Challenge - Security of AWS Faregate

While serverless environments free you to focus on modern application development there are also some challenges to be addressed. Serverless environments introduce an abstraction layer that hides the underlying infrastructure from the DevOps and security teams. Abstraction is blessing and as well as curse. Without access to the host or traditional monitoring tools, your visibility into workload activity can be limited, leaving you blind to threats. Once you identify a security or performance issue, teams need a detailed record of activity to respond to incidents and troubleshoot issues.

In addition, application team can use unvetted third-party images without approval where we require visibility.

Sysdig - Secure Your AWS Fargate

Sysdig provides runtime security detection and response solution, file integrity monitoring (FIM) capability to pass PCI compliance with unified view across AWS Fargate Security Posture, Vulnerabilities and Threats on compatible container services like Amazon Elastic Container Service (Amazon ECS) and Amazon Elastic Kubernetes Service (Amazon EKS).

Sysdig’s runtime detection for AWS Fargate is based on open-source Falco, the runtime security tool created by Sysdig. The deep visibility is possible through Falco’s comprehensive access to system calls exported by the Linux kernel. Sysdig worked with AWS to provide comprehensive visibility into AWS Fargate containers.

Sysdig’s Fargate security has two architectural components:

  • Sysdig Fargate Image Scanning Sysdig automatically scans any container image deployed on a serverless Fargate. With this inline scanning approach, there is no need to expose or configure private AWS registries. Only image metadata / results are sent to Sysdig Secure, not the actual image contents, ensuring you protect sensitive data.
  • Fargate Runtime Security the Sysdig serverless architecture provides runtime detection through policy enforcement with Falco. It consists of an orchestrator agent and a workload agent which is deployed per task. A centralized AWS Fargate task manager or orchestrator agent manages all policy, connections, and events to and from the specific AWS Fargate tasks. Teams only interact with this single entity versus keeping track of each AWS Fargate workload.

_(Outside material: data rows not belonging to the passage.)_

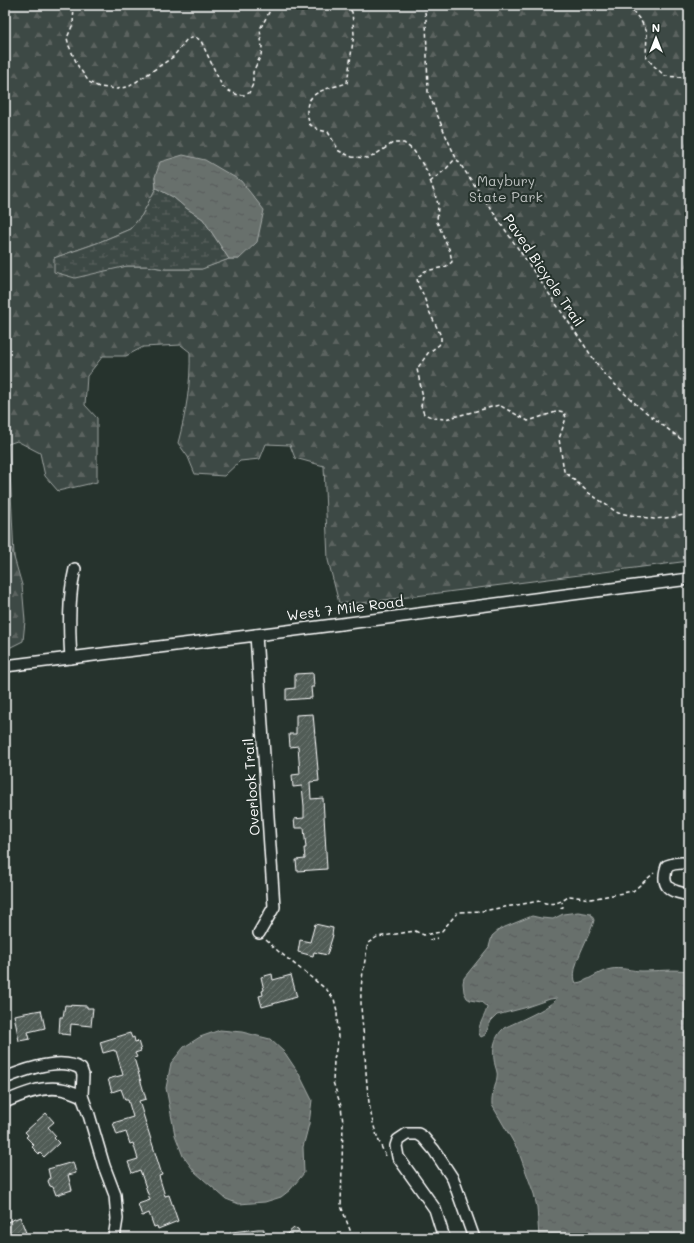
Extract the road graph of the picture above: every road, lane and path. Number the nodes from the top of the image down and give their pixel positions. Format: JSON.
{"nodes":[{"id":1,"x":74,"y":5,"type":"edge"},
{"id":2,"x":273,"y":5,"type":"edge"},
{"id":3,"x":346,"y":5,"type":"edge"},
{"id":4,"x":424,"y":5,"type":"edge"},
{"id":5,"x":628,"y":5,"type":"edge"},
{"id":6,"x":689,"y":78,"type":"edge"},
{"id":7,"x":456,"y":158,"type":"junction"},
{"id":8,"x":430,"y":182,"type":"junction"},
{"id":9,"x":689,"y":443,"type":"edge"},
{"id":10,"x":689,"y":514,"type":"edge"},
{"id":11,"x":75,"y":569,"type":"dead end"},
{"id":12,"x":689,"y":578,"type":"edge"},
{"id":13,"x":256,"y":635,"type":"junction"},
{"id":14,"x":71,"y":658,"type":"junction"},
{"id":15,"x":5,"y":666,"type":"edge"},
{"id":16,"x":689,"y":864,"type":"edge"},
{"id":17,"x":647,"y":879,"type":"dead end"},
{"id":18,"x":689,"y":895,"type":"edge"},
{"id":19,"x":562,"y":902,"type":"junction"},
{"id":20,"x":560,"y":908,"type":"dead end"},
{"id":21,"x":259,"y":933,"type":"joint"},
{"id":22,"x":433,"y":934,"type":"junction"},
{"id":23,"x":438,"y":938,"type":"dead end"},
{"id":24,"x":434,"y":939,"type":"junction"},
{"id":25,"x":429,"y":940,"type":"dead end"},
{"id":26,"x":5,"y":1078,"type":"edge"},
{"id":27,"x":82,"y":1096,"type":"junction"},
{"id":28,"x":5,"y":1102,"type":"edge"},
{"id":29,"x":388,"y":1159,"type":"dead end"},
{"id":30,"x":114,"y":1238,"type":"edge"},
{"id":31,"x":353,"y":1238,"type":"edge"},
{"id":32,"x":444,"y":1238,"type":"edge"},
{"id":33,"x":474,"y":1238,"type":"edge"}],
"edges":[{"from":1,"to":2,"type":"path"},
{"from":3,"to":8,"type":"path"},
{"from":4,"to":7,"type":"path","name":"Paved Bicycle Trail"},
{"from":5,"to":6,"type":"path"},
{"from":7,"to":8,"type":"path"},
{"from":7,"to":9,"type":"path","name":"Paved Bicycle Trail"},
{"from":8,"to":10,"type":"path"},
{"from":11,"to":14,"type":"street"},
{"from":12,"to":13,"type":"street","name":"West 7 Mile Road"},
{"from":13,"to":14,"type":"street","name":"West 7 Mile Road"},
{"from":13,"to":21,"type":"street","name":"Overlook Trail"},
{"from":14,"to":15,"type":"street","name":"West 7 Mile Road"},
{"from":16,"to":18,"type":"street"},
{"from":17,"to":19,"type":"path"},
{"from":19,"to":20,"type":"path"},
{"from":19,"to":22,"type":"path"},
{"from":21,"to":31,"type":"path"},
{"from":22,"to":24,"type":"path"},
{"from":22,"to":29,"type":"path"},
{"from":23,"to":24,"type":"path"},
{"from":24,"to":25,"type":"path"},
{"from":26,"to":27,"type":"street"},
{"from":27,"to":28,"type":"street"},
{"from":27,"to":30,"type":"street"},
{"from":32,"to":33,"type":"street"}]}
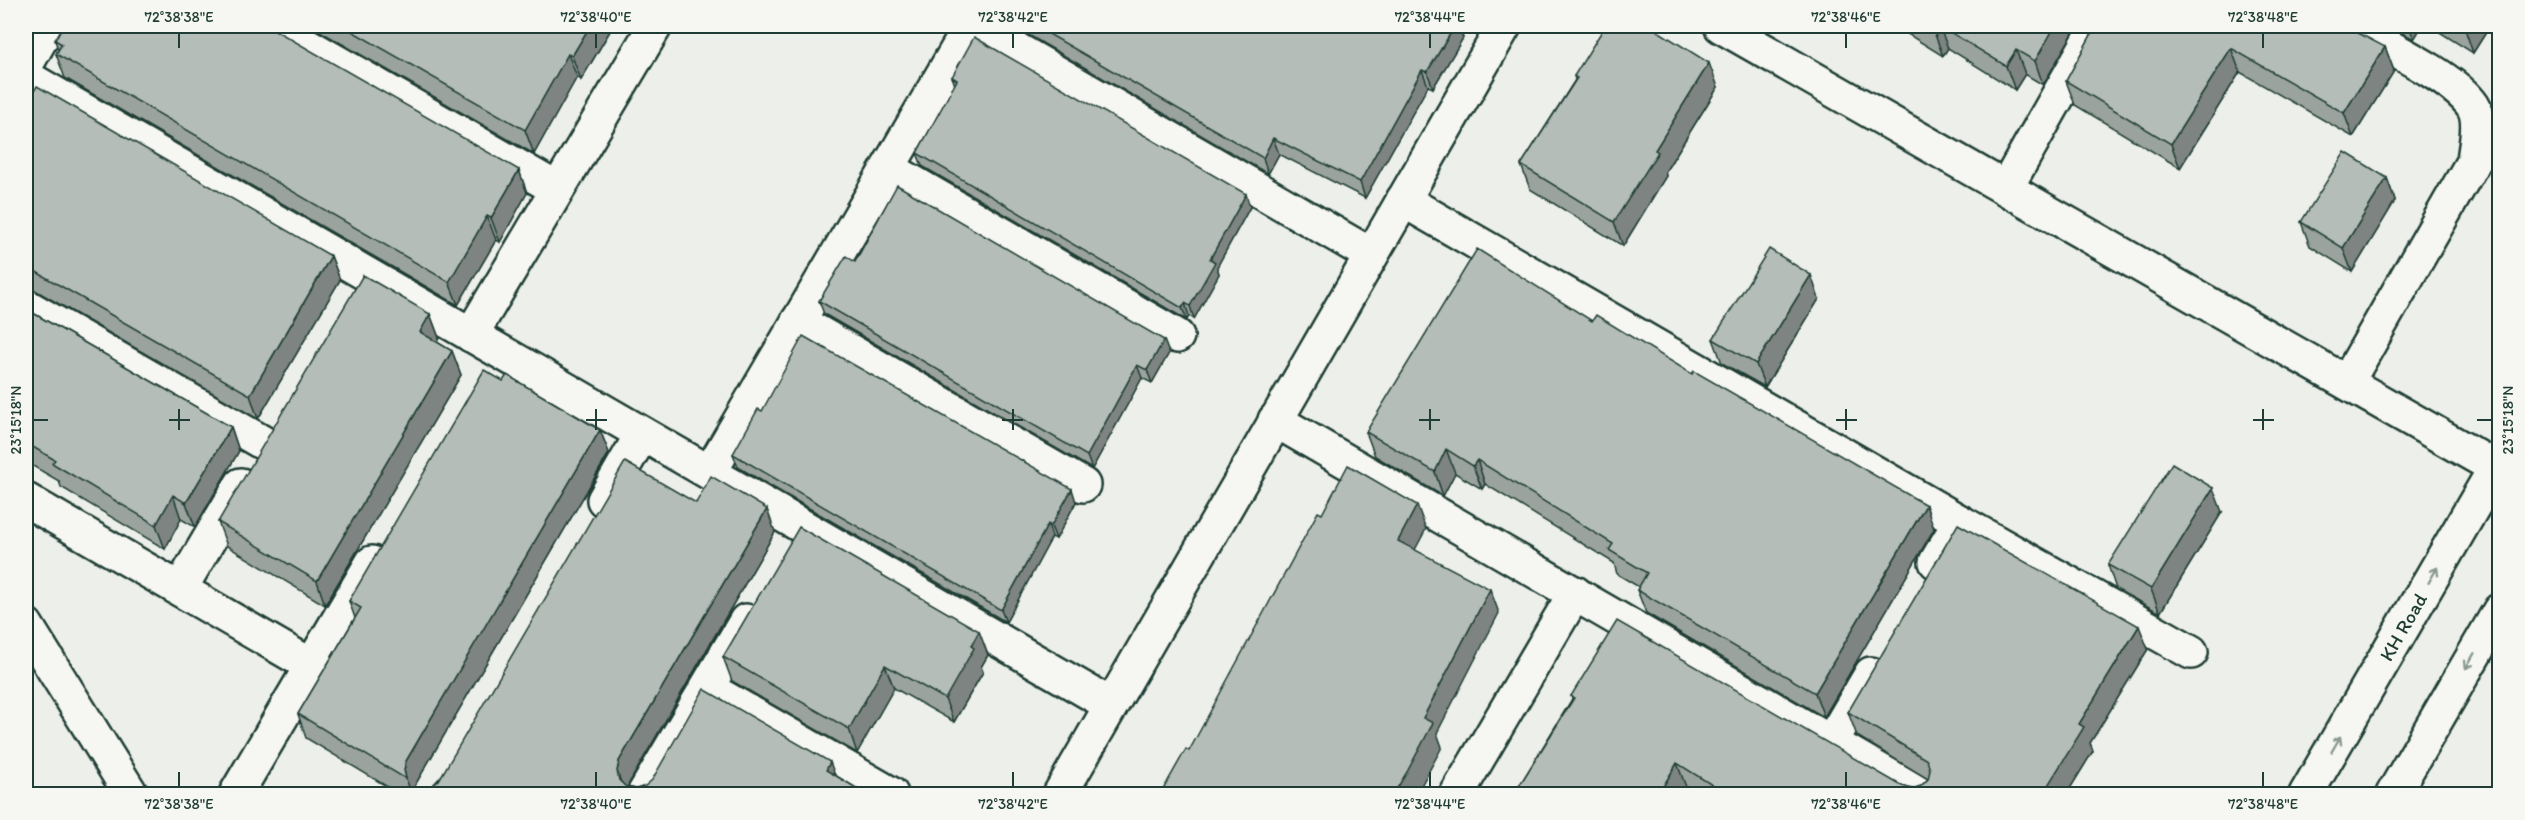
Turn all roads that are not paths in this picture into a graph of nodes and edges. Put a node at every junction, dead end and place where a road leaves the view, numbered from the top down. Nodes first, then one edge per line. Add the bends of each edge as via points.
1 (48, 26) edge
2 (274, 26) edge
3 (971, 26) edge
4 (976, 26) edge
5 (1504, 26) edge
6 (1721, 26) edge
7 (2350, 26) edge
8 (644, 29) edge
9 (2092, 37) edge
10 (26, 65) edge
11 (26, 77) edge
12 (888, 168) junction
13 (2006, 188) junction
14 (557, 189) junction
15 (1403, 200) junction
16 (1371, 255) junction
17 (365, 274) junction
18 (347, 304) edge
19 (26, 306) edge
20 (798, 321) junction
21 (1177, 336) dead end
22 (484, 343) junction
23 (479, 380) edge
24 (2347, 382) junction
25 (283, 414) edge
26 (1275, 420) junction
27 (642, 434) junction
28 (265, 444) junction
29 (2498, 466) edge
30 (710, 472) junction
31 (1083, 485) dead end
32 (26, 500) edge
33 (1960, 522) junction
34 (801, 526) junction
35 (588, 527) edge
36 (390, 533) edge
37 (784, 556) edge
38 (180, 589) junction
39 (1918, 592) edge
40 (1575, 593) junction
41 (760, 597) edge
42 (2499, 610) edge
43 (26, 625) edge
44 (1883, 652) edge
45 (2191, 652) dead end
46 (312, 666) junction
47 (707, 688) junction
48 (1111, 705) junction
49 (1830, 742) junction
50 (130, 795) edge
51 (236, 795) edge
52 (644, 795) edge
53 (891, 795) edge
54 (1060, 795) edge
55 (1457, 795) edge
56 (1920, 795) edge
57 (2306, 795) edge
58 (2393, 795) edge

1 - 10 street
2 - 14 street
3 - 12 street
4 - 16 street
5 - 15 street
6 - 13 street
7 - 24 street via 2456,87 2474,107 2478,134 2474,160
8 - 14 street
9 - 13 street
11 - 17 street
12 - 20 street
12 - 21 street
13 - 24 street
14 - 22 street
15 - 16 street
15 - 33 street
16 - 26 street
17 - 18 street
17 - 22 street
19 - 28 street
20 - 30 street
20 - 31 street
22 - 23 street
22 - 27 street
24 - 29 street
25 - 28 street
26 - 40 street
26 - 48 street
27 - 30 street
27 - 35 street
28 - 38 street
57 -> 29 street, KH Road
30 - 34 street
32 - 38 street
33 - 39 street
33 - 45 street
34 - 37 street
34 - 48 street
36 - 46 street
38 - 46 street
40 - 49 street
40 - 55 street
41 - 47 street
42 -> 58 street
43 - 50 street
44 - 49 street
46 - 51 street
47 - 52 street
47 - 53 street
48 - 54 street
49 - 56 street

Available Sysdig products include:

  • Sysdig Secure: Unified security and compliance for containers, Kubernetes, and cloud services.
  • Sysdig Monitor: Monitoring for containers, Kubernetes, Prometheus, and cloud services.
  • Sysdig Platform: Unified security, compliance, and monitoring (includes Sysdig Secure and Sysdig Monitor).

Sysdig in a nutshell is a SaaS platform that is simple to run in the cloud environment and can be deployed within minutes to monitor and secure serverless compute for orchestrated platform. This accelerates the adoption of container by organization by keeping their application secured from build to run stage.